Decision Making Drills (Fast Exercises to Choose Better Moves)
Want better decisions without grinding endless games? These drills train the move-choice process directly: safety scans, candidate moves, recognizing forcing positions, and choosing simple conversions. Each drill is designed to be fast, repeatable, and realistic (especially for 0–1600).
- Safety Scan (2 min) + Candidate Moves (4 min) + Forcing Alarm (4 min)
- Or: Time-Pressure Drill (10 min) if you play blitz/rapid
- Or: Simplification Drill (10 min) if you struggle converting wins
Consistency beats intensity. Ten minutes daily is enough to change your results.
Drill 1: The 10-Second Safety Scan
This drill reduces blunders by training your “threat radar”. You’re not trying to calculate deeply — just to notice what matters.
How to do it:
- Use 10 positions (from your games or any study source).
- Give yourself 10 seconds per position.
- Answer: What is the opponent threatening right now?
- Then: What checks/captures/forks exist immediately?
Drill 2: Candidate Move Listing (2–3 Moves Only)
Candidate moves stop random play. If you always create a short list, your calculation becomes cleaner and faster.
How to do it:
- Pick a position.
- Write down 2–3 candidate moves (forcing moves first).
- Pick your best move and write one reason.
- Optional: check an engine later and see what candidate you missed.
Drill 3: The “Forcing Alarm” (Calculate or Don’t)
Many players waste time calculating quiet positions. Train a fast switch: forcing → calculate, quiet → improve safely.
How to do it:
- Look at a position for 10 seconds.
- Decide: forcing or quiet?
- If forcing: list the forcing moves (checks/captures/threats).
- If quiet: name one improving move and one prophylactic move.
Drill 4: The Blunder-Check After Your Candidate
This is the simplest “conversion” of training into real games. You practice the exact moment most blunders happen: after you’ve chosen a move.
How to do it:
- Pick a position and choose a move.
- Now pretend you played it.
- Ask: What can they do now? (checks, captures, forks, pins)

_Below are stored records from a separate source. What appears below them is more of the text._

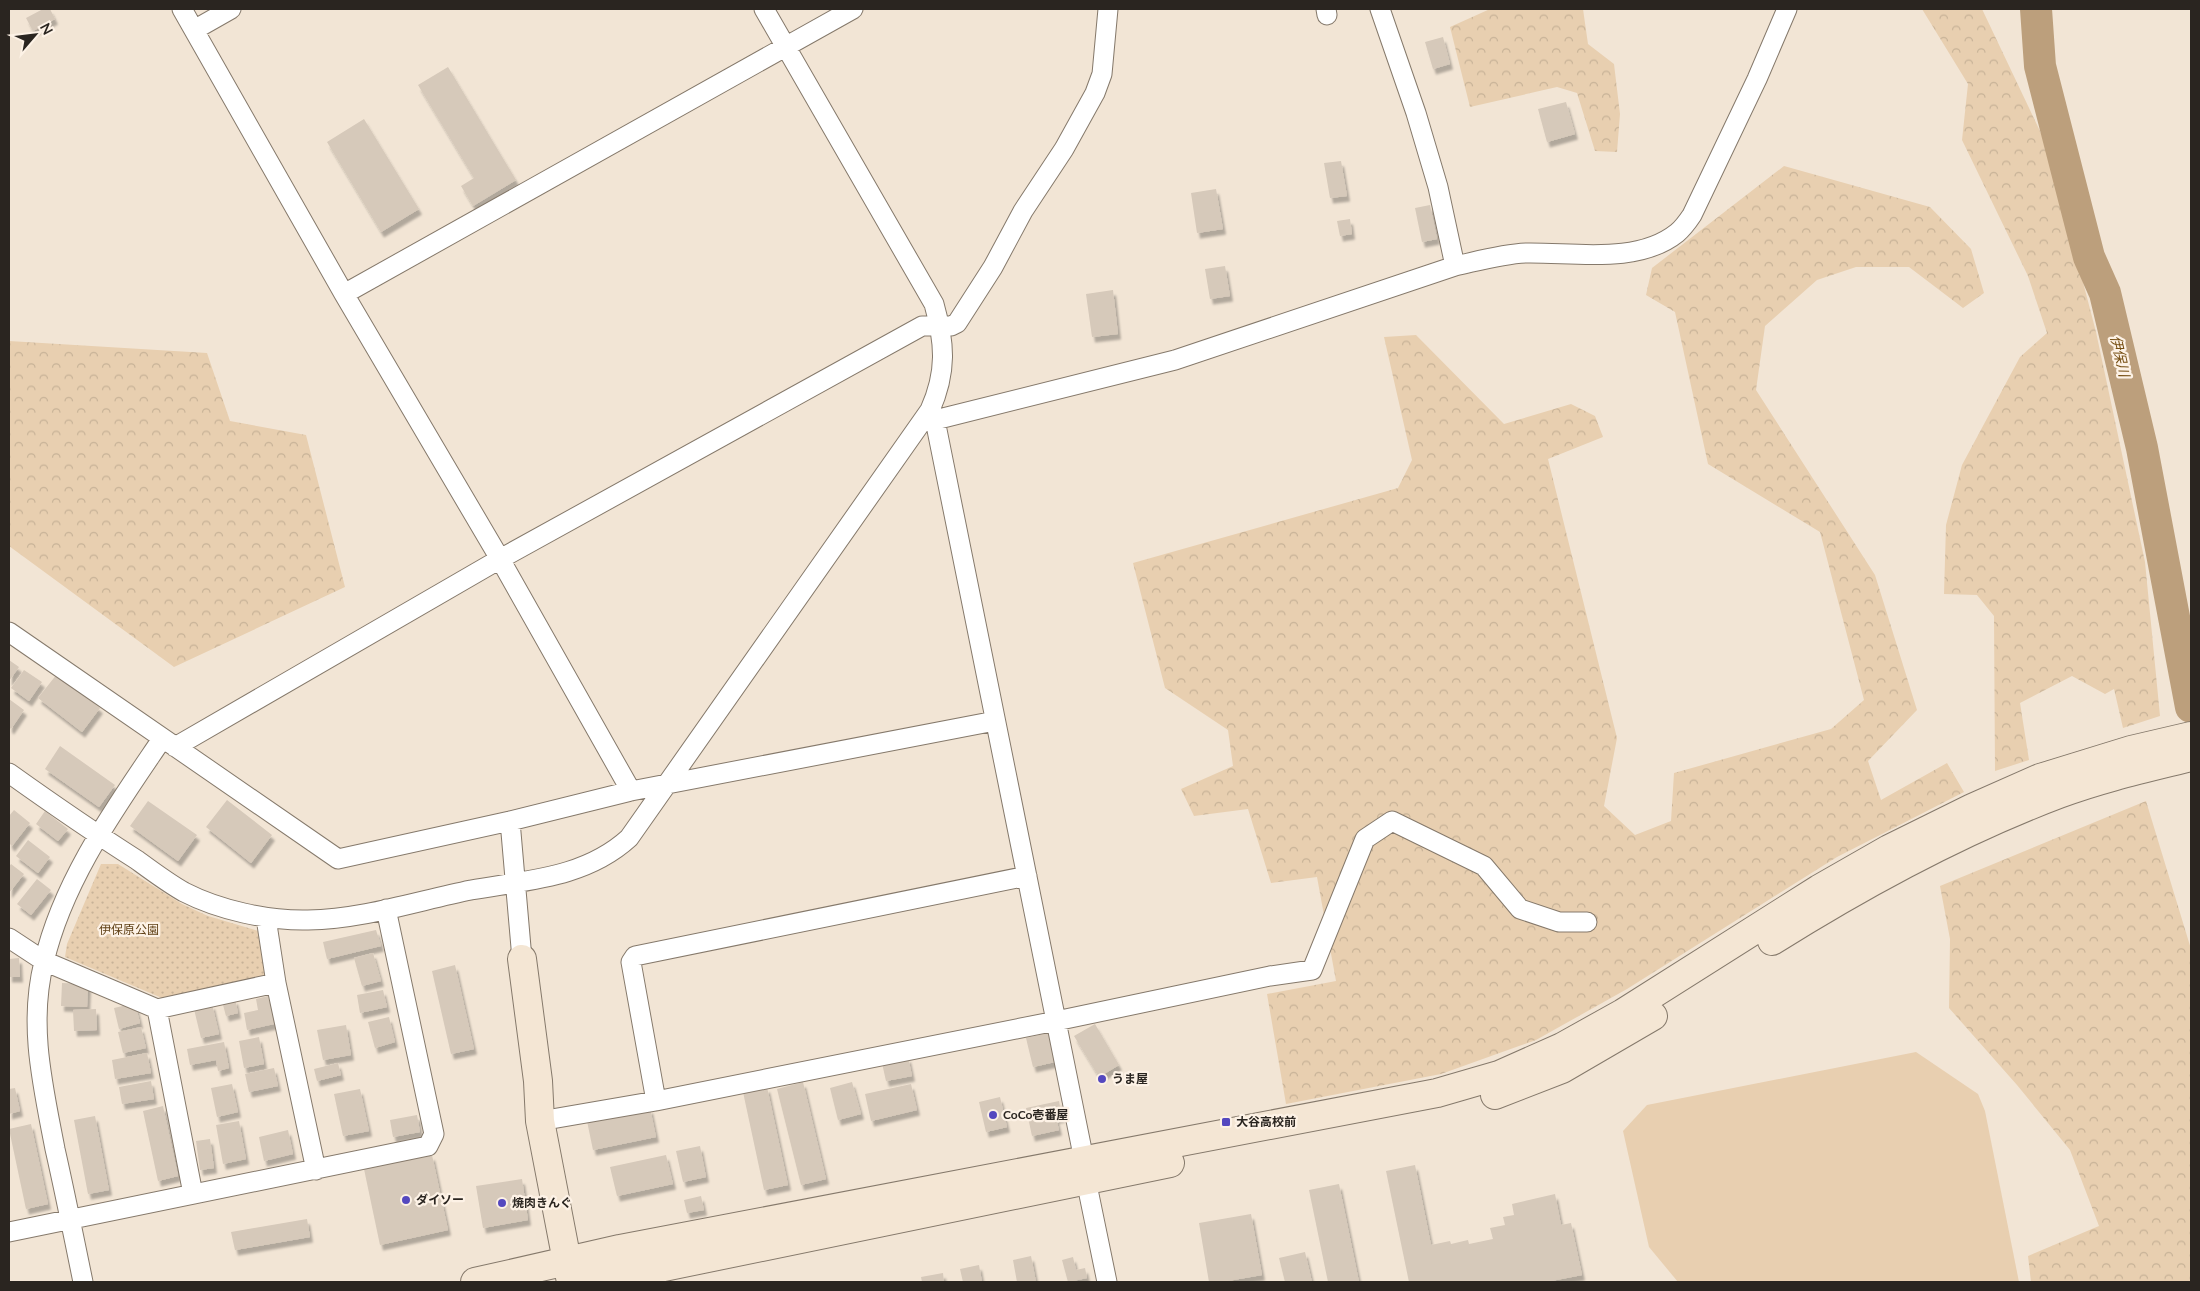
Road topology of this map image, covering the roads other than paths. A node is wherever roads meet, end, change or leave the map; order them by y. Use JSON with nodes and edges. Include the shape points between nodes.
{"nodes":[{"id":1,"x":182,"y":9,"type":"edge"},
{"id":2,"x":231,"y":9,"type":"edge"},
{"id":3,"x":764,"y":9,"type":"edge"},
{"id":4,"x":853,"y":9,"type":"edge"},
{"id":5,"x":1108,"y":9,"type":"edge"},
{"id":6,"x":1380,"y":9,"type":"edge"},
{"id":7,"x":1787,"y":9,"type":"edge"},
{"id":8,"x":194,"y":30,"type":"junction"},
{"id":9,"x":786,"y":46,"type":"junction"},
{"id":10,"x":1455,"y":266,"type":"junction"},
{"id":11,"x":344,"y":294,"type":"junction"},
{"id":12,"x":940,"y":327,"type":"junction"},
{"id":13,"x":933,"y":416,"type":"junction"},
{"id":14,"x":500,"y":559,"type":"junction"},
{"id":15,"x":9,"y":632,"type":"edge"},
{"id":16,"x":995,"y":721,"type":"junction"},
{"id":17,"x":2191,"y":736,"type":"edge"},
{"id":18,"x":169,"y":743,"type":"junction"},
{"id":19,"x":2191,"y":757,"type":"edge"},
{"id":20,"x":2135,"y":760,"type":"junction"},
{"id":21,"x":9,"y":773,"type":"edge"},
{"id":22,"x":668,"y":784,"type":"junction"},
{"id":23,"x":631,"y":791,"type":"junction"},
{"id":24,"x":510,"y":821,"type":"junction"},
{"id":25,"x":98,"y":835,"type":"junction"},
{"id":26,"x":1027,"y":876,"type":"junction"},
{"id":27,"x":515,"y":883,"type":"junction"},
{"id":28,"x":386,"y":909,"type":"junction"},
{"id":29,"x":266,"y":918,"type":"junction"},
{"id":30,"x":1587,"y":922,"type":"dead end"},
{"id":31,"x":9,"y":938,"type":"edge"},
{"id":32,"x":522,"y":959,"type":"joint"},
{"id":33,"x":44,"y":961,"type":"junction"},
{"id":34,"x":276,"y":983,"type":"junction"},
{"id":35,"x":157,"y":1009,"type":"junction"},
{"id":36,"x":1056,"y":1021,"type":"junction"},
{"id":37,"x":656,"y":1100,"type":"junction"},
{"id":38,"x":540,"y":1121,"type":"junction"},
{"id":39,"x":316,"y":1170,"type":"junction"},
{"id":40,"x":1085,"y":1170,"type":"junction"},
{"id":41,"x":194,"y":1194,"type":"junction"},
{"id":42,"x":70,"y":1220,"type":"junction"},
{"id":43,"x":9,"y":1232,"type":"edge"},
{"id":44,"x":569,"y":1272,"type":"edge"},
{"id":45,"x":83,"y":1282,"type":"edge"},
{"id":46,"x":475,"y":1282,"type":"edge"},
{"id":47,"x":591,"y":1282,"type":"edge"},
{"id":48,"x":1107,"y":1282,"type":"edge"}],
"edges":[{"from":1,"to":8,"type":"street"},
{"from":2,"to":8,"type":"street"},
{"from":3,"to":9,"type":"street"},
{"from":4,"to":9,"type":"street"},
{"from":5,"to":12,"type":"street","via":[[1102,74],[1095,93],[957,323]]},
{"from":6,"to":10,"type":"street","via":[[1438,187]]},
{"from":7,"to":10,"type":"street","via":[[1692,215],[1679,232],[1644,250],[1601,255],[1525,253]]},
{"from":8,"to":11,"type":"street"},
{"from":9,"to":11,"type":"street"},
{"from":9,"to":12,"type":"street","via":[[934,304]]},
{"from":10,"to":13,"type":"street","via":[[1175,360]]},
{"from":11,"to":14,"type":"street"},
{"from":12,"to":13,"type":"street","via":[[944,345],[943,375]]},
{"from":12,"to":14,"type":"street","via":[[922,326]]},
{"from":13,"to":16,"type":"street"},
{"from":13,"to":22,"type":"street"},
{"from":14,"to":18,"type":"street"},
{"from":14,"to":23,"type":"street"},
{"from":15,"to":18,"type":"street"},
{"from":16,"to":22,"type":"street"},
{"from":16,"to":26,"type":"street"},
{"from":17,"to":20,"type":"street"},
{"from":18,"to":24,"type":"street","via":[[338,859]]},
{"from":18,"to":25,"type":"street"},
{"from":19,"to":20,"type":"street"},
{"from":20,"to":40,"type":"street","via":[[2040,778],[1972,808],[1889,849],[1819,889],[1623,1013],[1562,1047],[1499,1074],[1437,1093]]},
{"from":21,"to":25,"type":"street"},
{"from":22,"to":23,"type":"street"},
{"from":22,"to":27,"type":"street","via":[[629,838],[616,848],[577,869]]},
{"from":23,"to":24,"type":"street"},
{"from":24,"to":27,"type":"street"},
{"from":25,"to":29,"type":"street","via":[[184,892]]},
{"from":25,"to":33,"type":"street","via":[[58,917]]},
{"from":26,"to":36,"type":"street"},
{"from":26,"to":37,"type":"street","via":[[635,956],[631,962]]},
{"from":27,"to":28,"type":"street"},
{"from":27,"to":32,"type":"street"},
{"from":28,"to":29,"type":"street","via":[[341,918]]},
{"from":28,"to":39,"type":"street","via":[[434,1134],[428,1146]]},
{"from":29,"to":34,"type":"street"},
{"from":30,"to":36,"type":"street","via":[[1559,922],[1520,909],[1484,866],[1392,821],[1365,839],[1312,970]]},
{"from":31,"to":33,"type":"street"},
{"from":32,"to":38,"type":"street"},
{"from":33,"to":35,"type":"street"},
{"from":33,"to":42,"type":"street","via":[[39,989],[37,1043]]},
{"from":34,"to":35,"type":"street"},
{"from":34,"to":39,"type":"street"},
{"from":35,"to":41,"type":"street"},
{"from":36,"to":37,"type":"street"},
{"from":36,"to":40,"type":"street"},
{"from":37,"to":38,"type":"street"},
{"from":38,"to":44,"type":"street"},
{"from":39,"to":41,"type":"street"},
{"from":40,"to":44,"type":"street"},
{"from":40,"to":47,"type":"street"},
{"from":40,"to":48,"type":"street"},
{"from":41,"to":42,"type":"street"},
{"from":42,"to":43,"type":"street"},
{"from":42,"to":45,"type":"street"},
{"from":44,"to":46,"type":"street"}]}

- If your move fails to a tactic, reject it and pick another candidate.
Drill 5: Simplification Choice (Trade Map)
Many winning positions are thrown away because the player trades the wrong things. This drill trains you to recognize favorable exchanges.
How to do it:
- Use 5 positions where one side is better.
- Ask: Which trades reduce counterplay?
- Ask: Which trades improve my pawn structure or king safety?
- Write one “trade plan” sentence for each position.
Drill 6: Time-Pressure Decisions (15 Seconds per Position)
If you play blitz/rapid, train how you want to play. The goal is a reliable shortcut: safety scan → 2 candidates → choose.
How to do it:
- Set a timer: 15 seconds per position.
- Do: safety scan → pick 2 candidates → choose the safest simple move.
- Repeat for 10 positions.
Drill 7: “Explain Your Move” (One Sentence Only)
This drill is deceptively powerful: it stops aimless moves. If you can’t explain your move in one sentence, it’s often not a good decision.
How to do it:
- Choose a move.
- Write one sentence: “I played this because…”
- If you can’t, go back and generate better candidates.
How to Organize These Drills (Simple Plan)
Pick a weekly focus:
- Week A: Safety scan + blunder check (anti-blunder week)
- Week B: Candidate moves (stop random play week)
- Week C: Forcing alarm (calculate correctly week)
- Week D: Simplification choices (convert wins week)
Bottom Line
These drills build the exact habits that decide games: noticing threats, selecting candidates, and calculating at the right moments. Do one drill daily for a week, and you’ll feel your move choices become calmer and more consistent.